#### [Your objective]
The answer must be a single number: how many lines of the records below contain "Woodland".

[[ Excerpted records open ]]

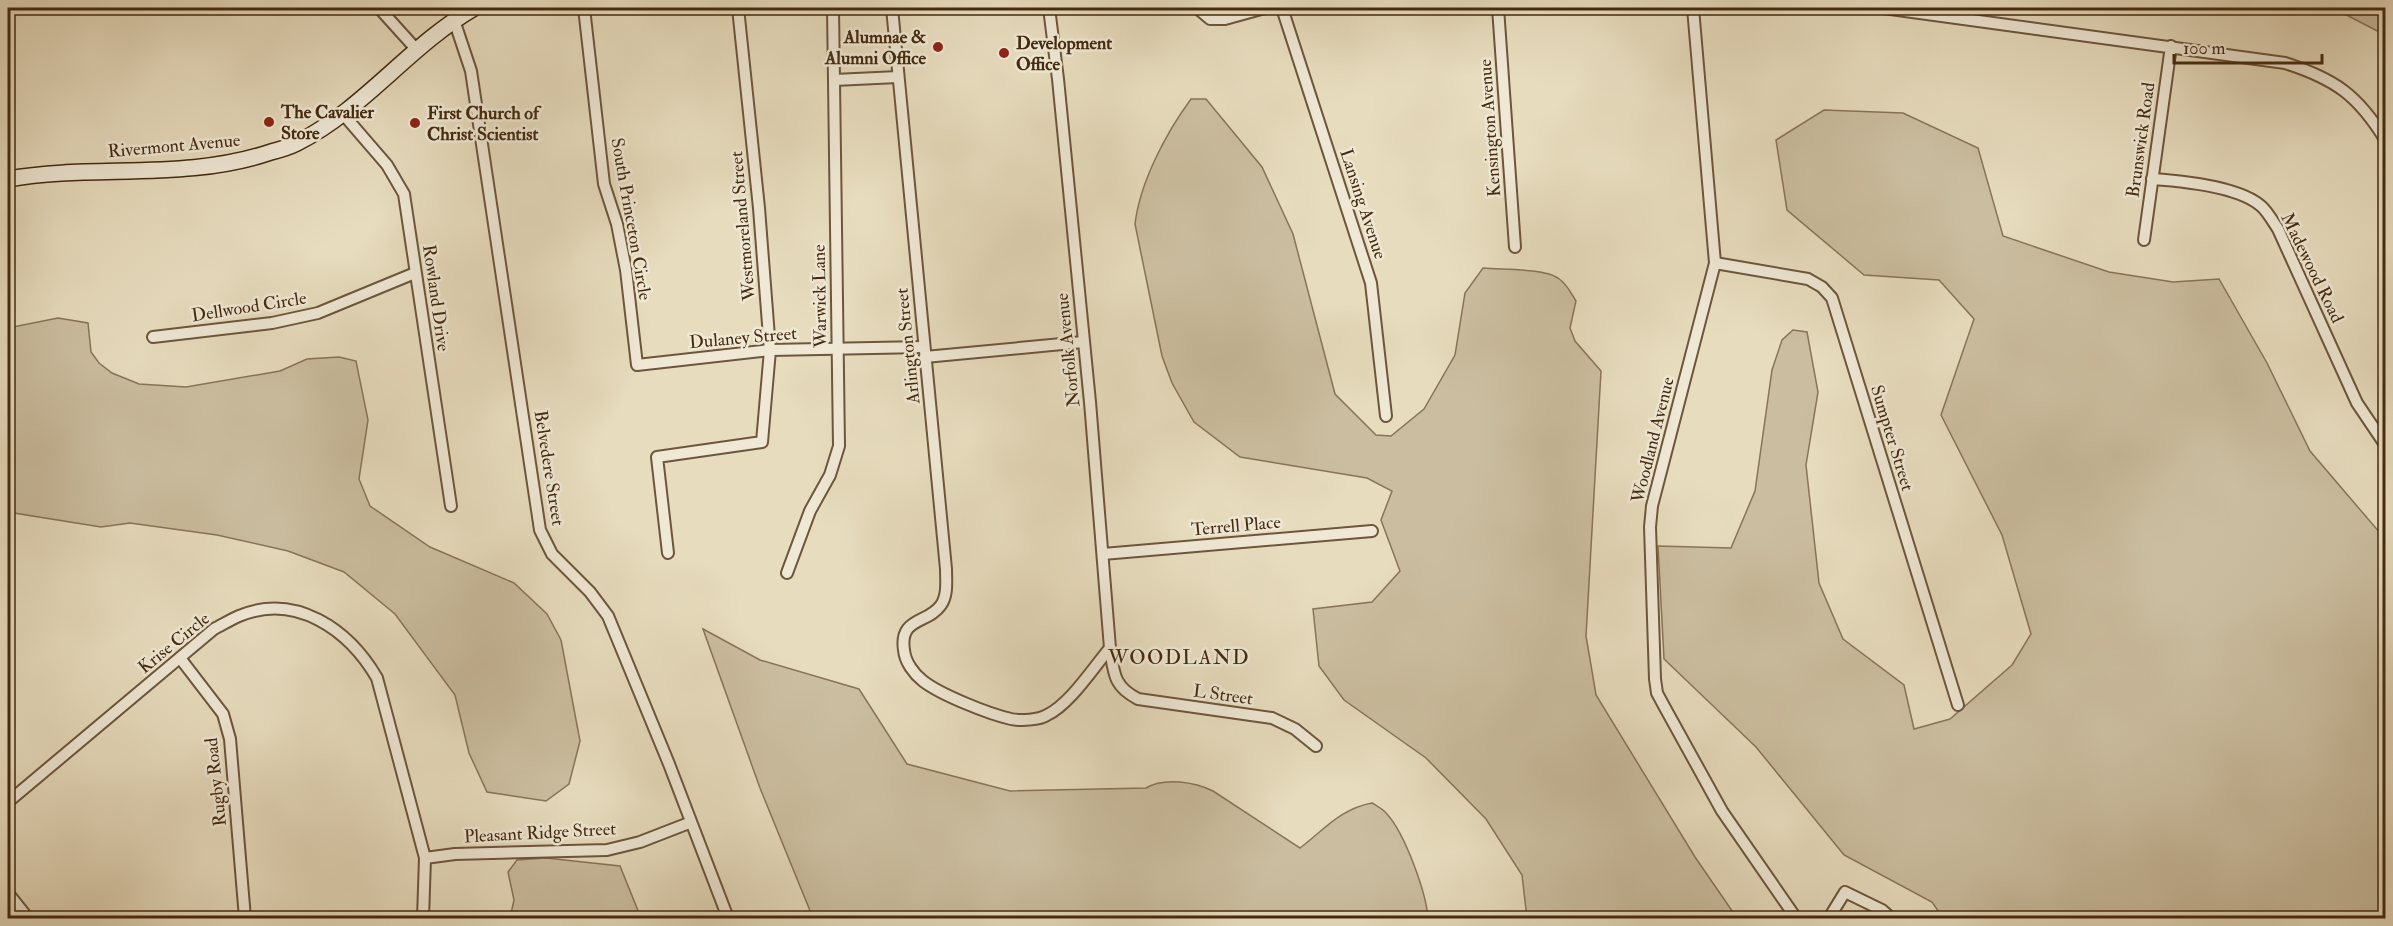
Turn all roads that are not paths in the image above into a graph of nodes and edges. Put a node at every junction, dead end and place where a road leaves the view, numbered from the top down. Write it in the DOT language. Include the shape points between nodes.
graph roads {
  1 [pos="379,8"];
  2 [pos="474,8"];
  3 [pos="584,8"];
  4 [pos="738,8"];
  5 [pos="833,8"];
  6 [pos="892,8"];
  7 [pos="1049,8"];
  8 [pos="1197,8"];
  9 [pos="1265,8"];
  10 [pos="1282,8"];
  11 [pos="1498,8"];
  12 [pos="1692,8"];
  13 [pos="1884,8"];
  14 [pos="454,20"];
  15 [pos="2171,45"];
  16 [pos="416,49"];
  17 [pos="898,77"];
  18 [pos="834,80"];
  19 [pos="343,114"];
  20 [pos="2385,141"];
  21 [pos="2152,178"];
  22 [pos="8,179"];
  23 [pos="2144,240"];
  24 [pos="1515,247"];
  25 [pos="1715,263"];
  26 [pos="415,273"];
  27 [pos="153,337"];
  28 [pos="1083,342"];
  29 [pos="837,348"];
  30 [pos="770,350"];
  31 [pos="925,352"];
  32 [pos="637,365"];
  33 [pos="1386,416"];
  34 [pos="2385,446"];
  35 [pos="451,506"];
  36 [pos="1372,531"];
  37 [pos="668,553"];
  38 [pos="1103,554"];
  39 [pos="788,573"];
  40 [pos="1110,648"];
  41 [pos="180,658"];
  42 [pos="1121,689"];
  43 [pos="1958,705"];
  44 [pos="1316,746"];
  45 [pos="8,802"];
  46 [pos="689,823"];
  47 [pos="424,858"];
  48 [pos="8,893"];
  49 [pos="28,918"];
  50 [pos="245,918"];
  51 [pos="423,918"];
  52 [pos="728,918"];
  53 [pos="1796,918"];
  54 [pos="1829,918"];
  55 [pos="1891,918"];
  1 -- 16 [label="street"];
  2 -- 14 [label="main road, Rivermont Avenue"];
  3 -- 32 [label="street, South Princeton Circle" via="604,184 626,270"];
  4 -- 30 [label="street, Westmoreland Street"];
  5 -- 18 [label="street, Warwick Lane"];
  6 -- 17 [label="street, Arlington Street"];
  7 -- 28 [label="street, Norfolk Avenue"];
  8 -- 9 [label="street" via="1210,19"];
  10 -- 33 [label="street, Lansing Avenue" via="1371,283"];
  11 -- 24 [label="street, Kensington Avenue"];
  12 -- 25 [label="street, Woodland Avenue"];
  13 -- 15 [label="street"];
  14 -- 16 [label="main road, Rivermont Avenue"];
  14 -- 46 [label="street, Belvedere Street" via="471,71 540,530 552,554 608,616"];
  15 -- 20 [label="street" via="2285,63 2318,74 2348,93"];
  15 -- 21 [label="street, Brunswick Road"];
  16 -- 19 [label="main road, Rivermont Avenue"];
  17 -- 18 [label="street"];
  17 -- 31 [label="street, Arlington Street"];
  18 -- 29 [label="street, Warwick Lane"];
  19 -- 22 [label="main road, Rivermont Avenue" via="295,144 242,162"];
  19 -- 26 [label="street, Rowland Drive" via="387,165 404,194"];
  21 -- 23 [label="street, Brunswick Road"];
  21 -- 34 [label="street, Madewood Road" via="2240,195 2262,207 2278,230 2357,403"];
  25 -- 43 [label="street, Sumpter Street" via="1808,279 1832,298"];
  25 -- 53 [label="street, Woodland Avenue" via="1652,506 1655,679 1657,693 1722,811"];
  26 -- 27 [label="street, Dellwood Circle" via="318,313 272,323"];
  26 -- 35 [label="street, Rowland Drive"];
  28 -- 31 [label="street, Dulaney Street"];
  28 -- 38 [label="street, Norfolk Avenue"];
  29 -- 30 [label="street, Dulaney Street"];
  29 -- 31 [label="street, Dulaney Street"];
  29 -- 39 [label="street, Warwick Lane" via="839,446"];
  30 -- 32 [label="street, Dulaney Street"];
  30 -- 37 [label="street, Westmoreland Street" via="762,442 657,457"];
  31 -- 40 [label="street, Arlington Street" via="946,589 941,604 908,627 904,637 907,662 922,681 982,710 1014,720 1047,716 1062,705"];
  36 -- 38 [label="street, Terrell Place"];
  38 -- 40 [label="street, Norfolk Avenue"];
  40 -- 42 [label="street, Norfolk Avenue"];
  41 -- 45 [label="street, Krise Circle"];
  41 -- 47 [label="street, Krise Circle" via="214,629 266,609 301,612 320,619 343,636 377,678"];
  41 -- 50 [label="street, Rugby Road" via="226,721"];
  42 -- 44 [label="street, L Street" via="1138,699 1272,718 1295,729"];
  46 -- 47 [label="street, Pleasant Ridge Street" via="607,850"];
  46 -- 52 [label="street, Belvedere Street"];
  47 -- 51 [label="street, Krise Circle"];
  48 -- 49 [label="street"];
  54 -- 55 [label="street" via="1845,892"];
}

[[ Excerpted records closed ]]

#### [Answer section]
2